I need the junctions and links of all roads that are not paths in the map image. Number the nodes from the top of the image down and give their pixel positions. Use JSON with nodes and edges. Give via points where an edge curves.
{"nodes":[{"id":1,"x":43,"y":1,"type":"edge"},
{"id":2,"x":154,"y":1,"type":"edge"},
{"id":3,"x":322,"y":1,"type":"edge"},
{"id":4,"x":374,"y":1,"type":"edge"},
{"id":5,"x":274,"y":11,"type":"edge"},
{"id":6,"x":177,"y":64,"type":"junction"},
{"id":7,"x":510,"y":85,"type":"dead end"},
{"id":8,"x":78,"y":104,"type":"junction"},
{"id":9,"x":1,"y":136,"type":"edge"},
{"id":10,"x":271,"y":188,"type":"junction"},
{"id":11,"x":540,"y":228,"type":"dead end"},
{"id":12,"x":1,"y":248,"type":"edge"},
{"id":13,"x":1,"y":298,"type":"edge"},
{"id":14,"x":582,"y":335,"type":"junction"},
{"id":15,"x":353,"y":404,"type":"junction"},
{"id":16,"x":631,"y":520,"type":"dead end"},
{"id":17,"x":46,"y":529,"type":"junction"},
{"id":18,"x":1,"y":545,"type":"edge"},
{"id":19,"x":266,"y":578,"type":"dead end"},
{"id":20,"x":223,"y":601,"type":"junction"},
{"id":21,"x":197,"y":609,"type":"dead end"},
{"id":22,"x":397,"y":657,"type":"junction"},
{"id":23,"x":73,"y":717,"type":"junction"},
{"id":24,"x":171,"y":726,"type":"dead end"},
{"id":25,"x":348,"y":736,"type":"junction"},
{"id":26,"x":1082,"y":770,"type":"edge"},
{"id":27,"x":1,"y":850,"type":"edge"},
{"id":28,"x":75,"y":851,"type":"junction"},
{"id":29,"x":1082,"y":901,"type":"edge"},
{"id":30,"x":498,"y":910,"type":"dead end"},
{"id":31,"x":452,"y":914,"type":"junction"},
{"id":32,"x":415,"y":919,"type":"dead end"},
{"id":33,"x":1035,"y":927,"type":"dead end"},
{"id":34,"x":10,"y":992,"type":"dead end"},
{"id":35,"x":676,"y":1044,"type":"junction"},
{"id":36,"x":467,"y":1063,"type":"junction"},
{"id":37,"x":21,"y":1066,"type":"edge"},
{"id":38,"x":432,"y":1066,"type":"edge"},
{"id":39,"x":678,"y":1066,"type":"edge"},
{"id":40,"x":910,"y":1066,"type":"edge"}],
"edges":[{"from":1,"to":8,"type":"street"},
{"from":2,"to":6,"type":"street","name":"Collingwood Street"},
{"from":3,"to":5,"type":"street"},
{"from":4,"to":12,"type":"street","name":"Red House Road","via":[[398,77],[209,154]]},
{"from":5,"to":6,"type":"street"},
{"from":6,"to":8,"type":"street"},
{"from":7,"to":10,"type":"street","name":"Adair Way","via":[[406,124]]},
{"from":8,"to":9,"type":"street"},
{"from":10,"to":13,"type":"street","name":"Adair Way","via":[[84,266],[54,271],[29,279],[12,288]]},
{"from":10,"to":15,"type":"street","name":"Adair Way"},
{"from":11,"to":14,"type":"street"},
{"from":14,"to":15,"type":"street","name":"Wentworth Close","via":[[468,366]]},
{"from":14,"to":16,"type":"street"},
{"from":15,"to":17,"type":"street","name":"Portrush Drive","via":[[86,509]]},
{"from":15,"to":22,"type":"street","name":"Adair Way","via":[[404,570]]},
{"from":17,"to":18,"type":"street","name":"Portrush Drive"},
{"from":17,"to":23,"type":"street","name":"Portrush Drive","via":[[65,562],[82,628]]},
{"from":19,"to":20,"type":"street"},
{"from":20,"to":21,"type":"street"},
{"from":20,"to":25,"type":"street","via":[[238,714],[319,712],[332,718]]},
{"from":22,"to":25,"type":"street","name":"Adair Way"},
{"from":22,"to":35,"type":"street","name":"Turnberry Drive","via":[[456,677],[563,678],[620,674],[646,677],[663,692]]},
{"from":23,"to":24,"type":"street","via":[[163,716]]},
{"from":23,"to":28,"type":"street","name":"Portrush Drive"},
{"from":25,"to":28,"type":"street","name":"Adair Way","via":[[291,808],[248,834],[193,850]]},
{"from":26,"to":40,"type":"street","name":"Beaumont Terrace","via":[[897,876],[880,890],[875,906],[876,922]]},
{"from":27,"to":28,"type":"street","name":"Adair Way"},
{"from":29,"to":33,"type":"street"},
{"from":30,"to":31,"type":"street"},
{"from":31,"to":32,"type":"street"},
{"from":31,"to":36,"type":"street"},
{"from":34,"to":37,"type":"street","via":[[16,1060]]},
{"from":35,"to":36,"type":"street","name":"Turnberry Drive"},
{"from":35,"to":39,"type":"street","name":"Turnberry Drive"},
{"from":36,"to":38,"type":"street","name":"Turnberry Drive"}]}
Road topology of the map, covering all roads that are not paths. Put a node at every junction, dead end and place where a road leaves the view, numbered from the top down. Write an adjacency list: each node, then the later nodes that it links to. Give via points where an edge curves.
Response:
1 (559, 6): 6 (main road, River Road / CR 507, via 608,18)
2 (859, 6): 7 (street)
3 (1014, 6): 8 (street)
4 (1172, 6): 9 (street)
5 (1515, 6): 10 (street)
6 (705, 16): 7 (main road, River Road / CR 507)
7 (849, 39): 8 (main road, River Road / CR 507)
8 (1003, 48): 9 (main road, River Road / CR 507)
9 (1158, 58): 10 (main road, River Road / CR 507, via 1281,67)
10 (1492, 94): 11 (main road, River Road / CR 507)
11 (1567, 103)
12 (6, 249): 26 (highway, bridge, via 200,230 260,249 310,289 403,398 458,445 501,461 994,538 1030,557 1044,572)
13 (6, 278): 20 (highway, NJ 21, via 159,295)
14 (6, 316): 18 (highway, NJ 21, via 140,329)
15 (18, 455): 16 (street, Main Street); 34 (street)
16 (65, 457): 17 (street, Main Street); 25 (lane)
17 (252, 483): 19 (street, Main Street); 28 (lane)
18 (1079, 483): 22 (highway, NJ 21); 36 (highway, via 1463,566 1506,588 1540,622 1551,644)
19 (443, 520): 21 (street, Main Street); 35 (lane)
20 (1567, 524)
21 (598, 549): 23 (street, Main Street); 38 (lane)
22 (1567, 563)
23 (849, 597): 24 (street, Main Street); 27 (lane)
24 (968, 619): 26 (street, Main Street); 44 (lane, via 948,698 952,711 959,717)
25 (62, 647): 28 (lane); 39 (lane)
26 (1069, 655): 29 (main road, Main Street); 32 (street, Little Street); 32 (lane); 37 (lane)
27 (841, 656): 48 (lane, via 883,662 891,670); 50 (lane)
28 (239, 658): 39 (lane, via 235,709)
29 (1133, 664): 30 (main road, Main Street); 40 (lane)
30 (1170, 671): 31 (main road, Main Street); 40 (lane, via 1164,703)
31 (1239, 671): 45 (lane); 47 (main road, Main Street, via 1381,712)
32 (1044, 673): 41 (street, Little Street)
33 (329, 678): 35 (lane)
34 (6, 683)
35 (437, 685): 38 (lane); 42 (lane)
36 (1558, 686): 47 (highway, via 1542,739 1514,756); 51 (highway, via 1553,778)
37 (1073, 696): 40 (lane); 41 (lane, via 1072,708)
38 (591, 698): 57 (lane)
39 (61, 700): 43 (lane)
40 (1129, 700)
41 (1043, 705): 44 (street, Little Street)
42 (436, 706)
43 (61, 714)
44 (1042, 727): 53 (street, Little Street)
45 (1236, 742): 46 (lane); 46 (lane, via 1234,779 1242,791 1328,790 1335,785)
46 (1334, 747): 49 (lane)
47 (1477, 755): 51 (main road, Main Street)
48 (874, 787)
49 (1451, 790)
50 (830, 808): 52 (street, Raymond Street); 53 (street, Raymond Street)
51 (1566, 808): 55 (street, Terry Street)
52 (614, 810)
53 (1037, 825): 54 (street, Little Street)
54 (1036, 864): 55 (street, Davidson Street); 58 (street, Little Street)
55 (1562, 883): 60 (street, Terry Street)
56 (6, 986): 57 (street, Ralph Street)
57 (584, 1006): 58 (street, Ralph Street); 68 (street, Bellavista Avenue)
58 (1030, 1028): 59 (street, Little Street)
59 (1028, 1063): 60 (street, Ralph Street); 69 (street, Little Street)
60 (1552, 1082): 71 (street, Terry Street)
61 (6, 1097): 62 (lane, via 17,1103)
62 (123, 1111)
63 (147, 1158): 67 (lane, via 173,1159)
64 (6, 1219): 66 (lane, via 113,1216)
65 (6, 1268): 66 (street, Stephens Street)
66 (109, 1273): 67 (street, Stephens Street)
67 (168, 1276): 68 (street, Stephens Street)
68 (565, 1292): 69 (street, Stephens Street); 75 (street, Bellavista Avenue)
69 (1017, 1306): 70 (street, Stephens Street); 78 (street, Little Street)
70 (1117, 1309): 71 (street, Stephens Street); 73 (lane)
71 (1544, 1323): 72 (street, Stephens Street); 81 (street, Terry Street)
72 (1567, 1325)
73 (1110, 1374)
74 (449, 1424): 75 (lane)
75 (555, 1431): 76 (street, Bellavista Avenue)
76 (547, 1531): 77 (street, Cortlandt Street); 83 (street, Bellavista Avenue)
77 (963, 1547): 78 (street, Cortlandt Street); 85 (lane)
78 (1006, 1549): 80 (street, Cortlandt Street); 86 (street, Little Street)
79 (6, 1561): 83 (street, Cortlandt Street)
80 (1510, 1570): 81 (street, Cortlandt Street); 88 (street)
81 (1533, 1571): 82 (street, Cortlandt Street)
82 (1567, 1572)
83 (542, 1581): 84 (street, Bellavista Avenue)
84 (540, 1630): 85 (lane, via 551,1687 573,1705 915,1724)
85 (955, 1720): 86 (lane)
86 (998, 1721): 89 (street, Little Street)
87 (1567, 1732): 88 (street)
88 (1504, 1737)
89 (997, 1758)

■ **Problem requirements**
Your reply must be one number, namely how many lines of the material above contain the string "Ralph".

■ **Problem solution**
3